In P and A Holdings Inc. v. Kim, 2020 ONSC 546, Mr. Justice Paul R. Sweeny dismissed Defendant’s attempt to pause the litigation pending arbitration and, instead, granted summary judgment in Plaintiff’s favour. Sweeny J. acknowledged that the promissory note, on which the court litigation was based, had been mentioned in a unanimous shareholders agreement which was subject to arbitration. Despite that mention, (i) failure to pay on the note was not addressed as an obligation between the shareholders and (ii) the shareholders agreement provided no mechanism for recovery on the note.
Through Cambridge Medical Imaging Inc. (“CMI”), a corporation Defendant owned with other shareholders, Defendant sought to purchase active and dormant business licenses to run a medical clinic offering diagnostics imaging. To finance that purchase, Defendant borrowed money from Plaintiff on terms confirmed in a November 30, 2016 promissory note (“Note”). Sweeny J. sets out the Note’s terms at para. 2. Half the amount loaned was due and owing on November 20, 2017 and the balance, with accrued interest, was due and owing on November 30, 2018.
Defendant failed to repay the loan and Plaintiff filed an August 14, 2018 Statement of Claim. After Defendant served his October 4, 2018 Defence, Plaintiff applied for summary judgment. Defendant filed responding motion materials. The parties conducted cross-examinations on affidavit and undertakings had been given and ordered. Their materials formed part of the record before Sweeny J. for the purpose of the motion for summary judgment.
Plaintiff argued that there were no material facts in dispute and that Sweeny J. could issue judgment without the need for a trial. As part of his grounds to resist summary judgment, Defendant argued that:
(i) the Note was executed in the context of the transaction involving a purchase of shares and the unanimous shareholders’ agreement (“USA”) made between CMI’s shareholders gives rise to rights and obligations that need to be considered in this action; and,
(ii) Plaintiff had requested arbitration and thus there was a risk of inconsistent findings. Defendant argued therefore that the motion for summary be judgment be heard only after the arbitration.
Sweeny J. dispensed summarily with these two (2) arguments.
First, despite mention of the Note in the USA, Defendant’s obligations under the Note were not subject to conditions in the USA. Though an overlap appeared to exist in facts recorded in the USA, including the existence of the Note, the legal situations raised by disputes under the Note and the USA appeared unrelated.

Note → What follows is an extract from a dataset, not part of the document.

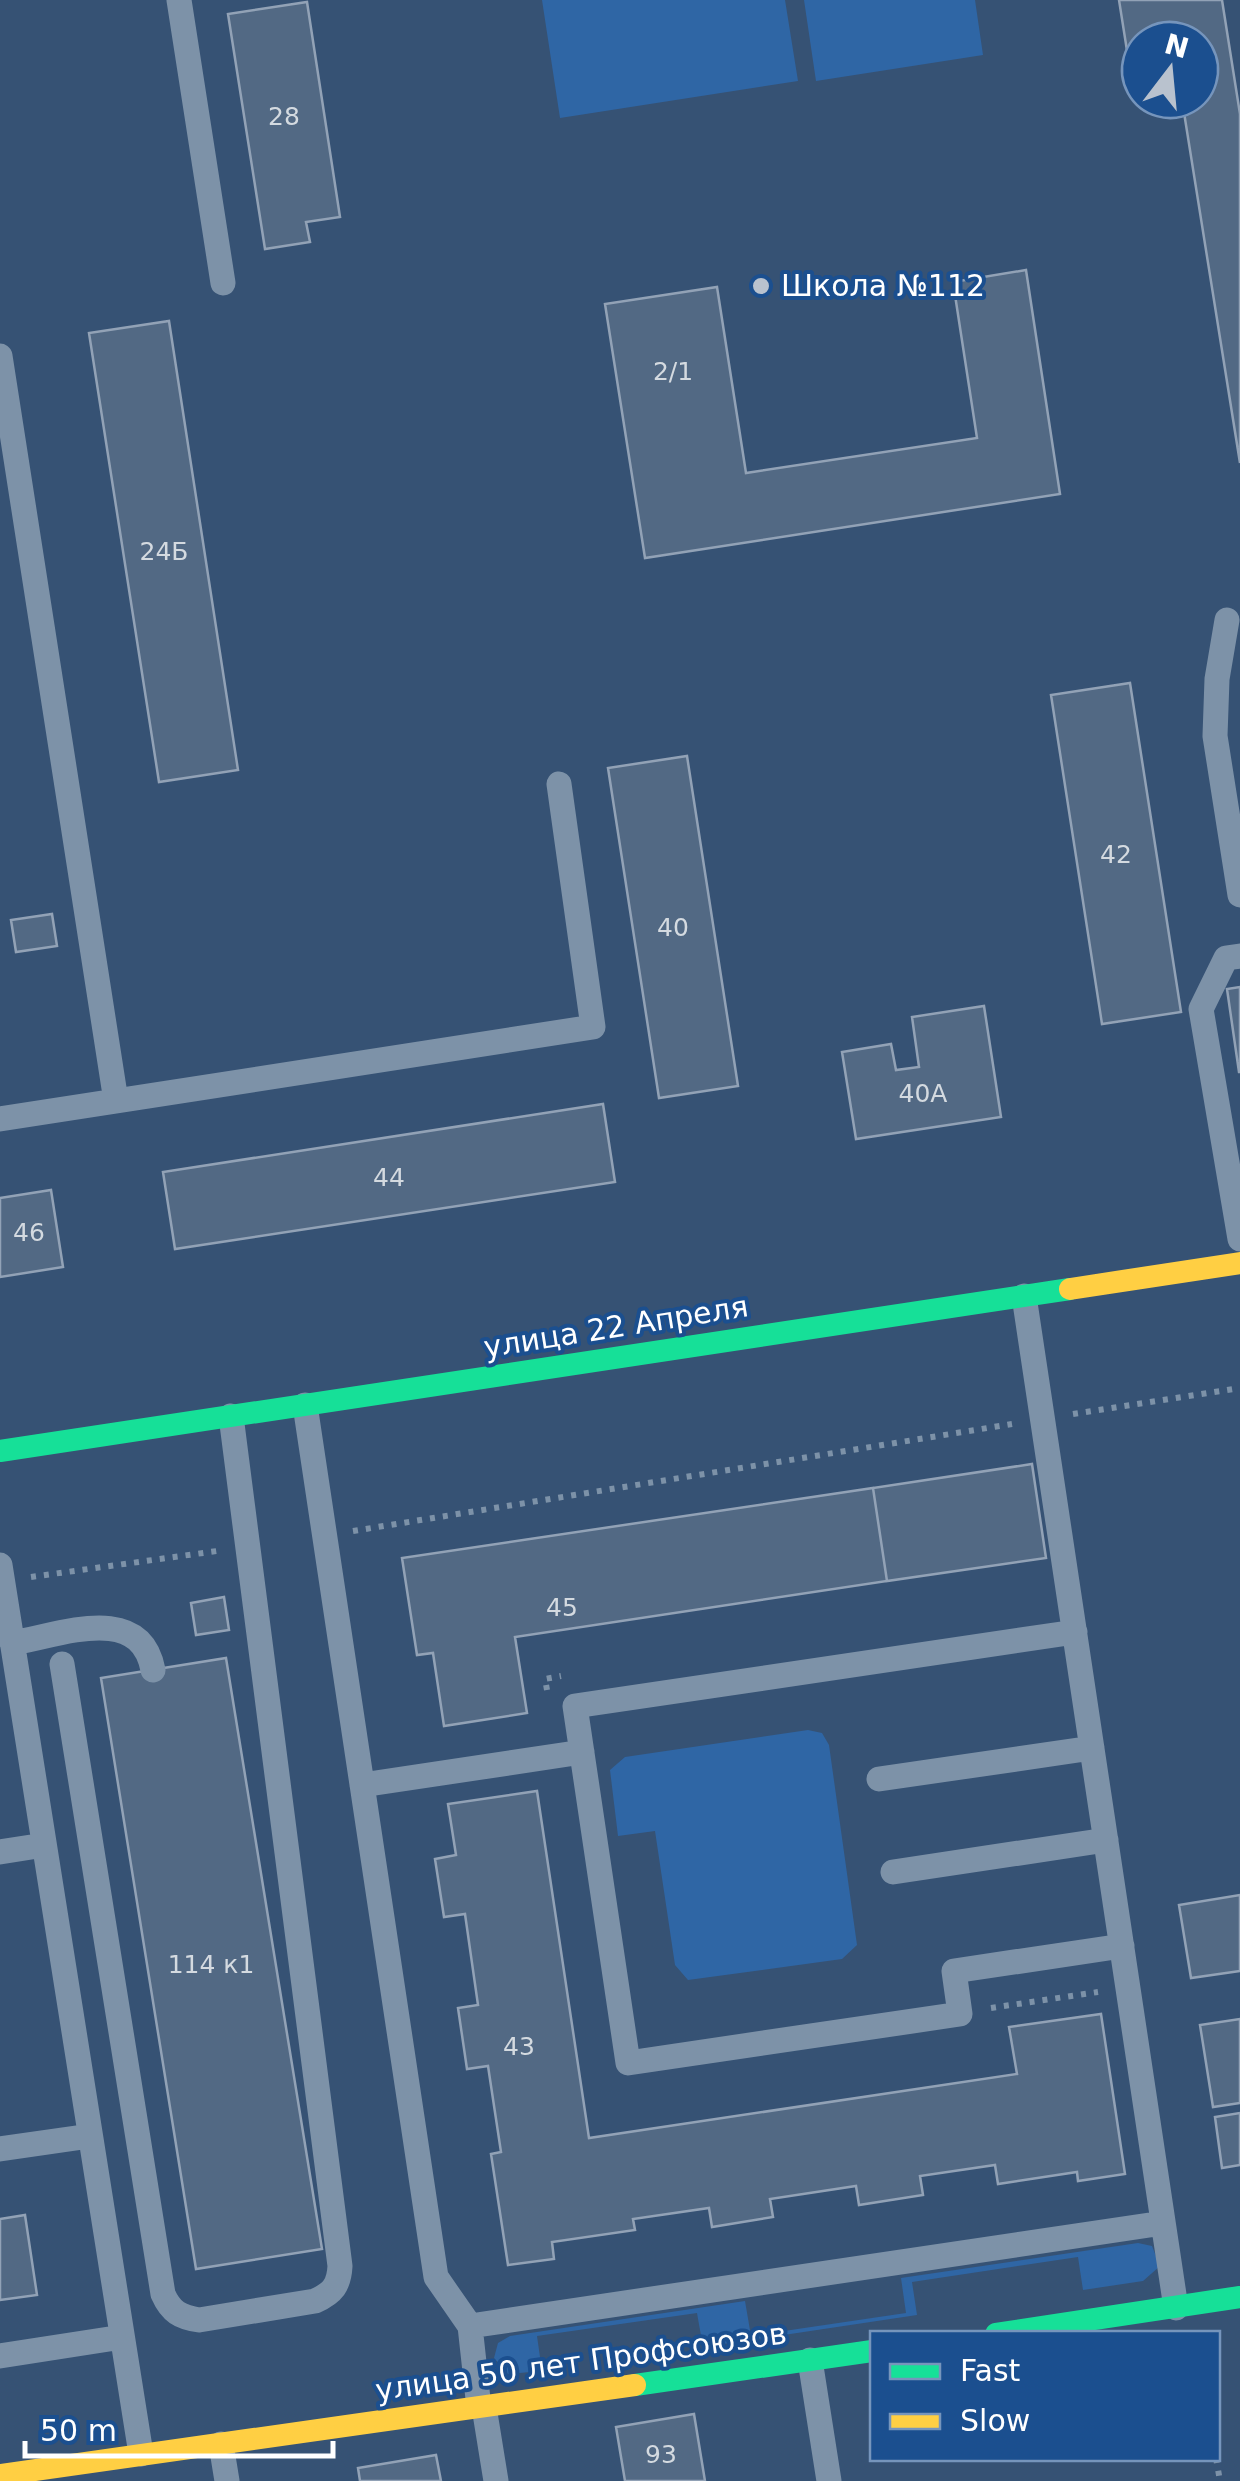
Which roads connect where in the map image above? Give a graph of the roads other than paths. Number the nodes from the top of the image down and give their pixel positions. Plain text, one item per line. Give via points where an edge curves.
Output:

“[16] The Notes are referred to in the USA. However, the Notes are referenced in the context of what would happen if the defendant failed to pay on the Notes. The defendant’s obligation to pay on the Notes is not in any way contingent on any obligation in the USA. There are no material facts in dispute on this issue.”
Second, the fact that arbitration was available and initiated under the USA did not serve to entangle obligations related to payment of the Note. The USA mentions default of the Note but no resulting process to enforce payment. As well, Defendant had not applied to stay the proceeding.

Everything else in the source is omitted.